Before diving into the metrics, there’s one problem to note: You will be seeing that there are holes in the metrics. Quite a lot of them, in fact. Those are there because while the copy operation was running, the Prometheus Pod was restarted multiple times. I caught this at the beginning of the copy process. Looking at the Pod, it got automatically restarted due to the liveness probe failing. After every restart, it took quite a while to come up again. And I’m pretty sure that’s because of the copy operation. The volume Prometheus is using is located on the same HDD pool that the media collection was getting copied to.
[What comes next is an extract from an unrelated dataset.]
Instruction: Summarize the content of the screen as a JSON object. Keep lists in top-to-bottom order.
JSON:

And as you will see later, those HDDs were completely slammed by the copy operation. Which is okay in general, of course. Ceph should be using all the IOPS available to it.
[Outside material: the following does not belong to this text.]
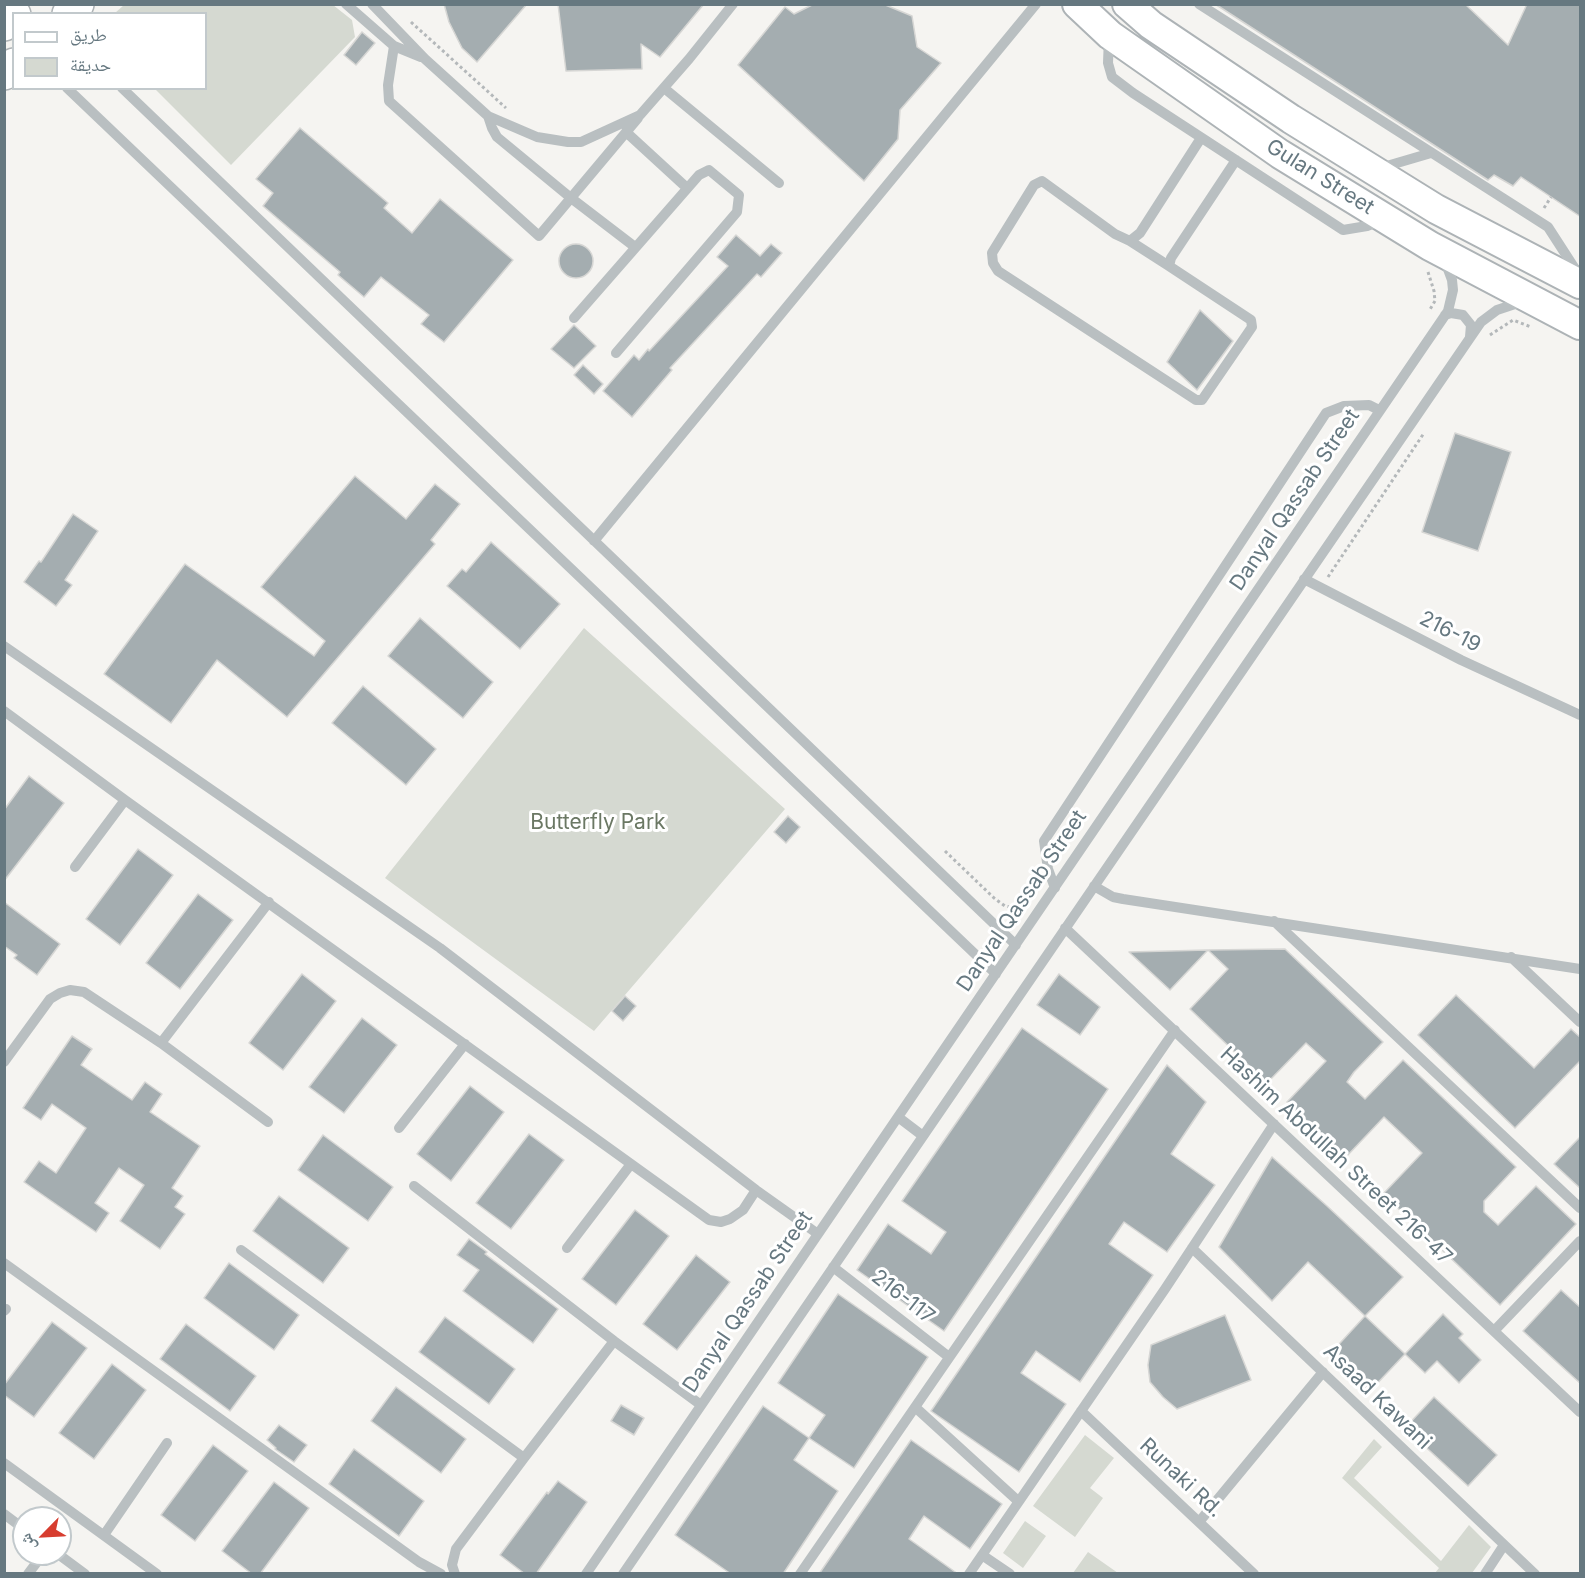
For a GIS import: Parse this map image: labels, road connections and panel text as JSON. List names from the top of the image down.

But I found myself a bit disappointed, to be honest. I would have expected that there was some good IO scheduling going on in Ceph. But seemingly, it allowed other IO operations to be starved to such a degree that Prometheus repeatedly (as in: dozens of times) failed its liveness probe. In the Ceph logs, I saw messages about IOPS being delayed for up to 90 seconds. It didn’t really break anything, and the cluster stayed up through all of it - it was just that some disk operations were really slow. So I’m not ditching Ceph or anything like that. I might even be wrong with my assumptions - it might not have been IO contention, but instead network contention. But I will definitely be looking a bit deeper into which knobs I can tune in Ceph’s scheduling behavior. And also into throwing some further SSDs into my Ceph hosts to serve as RocksDB/WAL storage for my HDD OSDs. But then there’s actually the problem that one of my Ceph hosts is an Odroid H3, which only has two SATA ports. 🙄

But finally enough with the text - let’s move to the plots!

I/O

Let’s begin by having a look at the IO utilization on the disks involved. As I’ve noted above, they’re all HDDs. Two 2016 WD Red 4 TB, both in the baremetal cluster, so they will only get read operations. Then two Seagate platters, one with 8 TB and one with 4 TB. Those are the disks which are getting written to.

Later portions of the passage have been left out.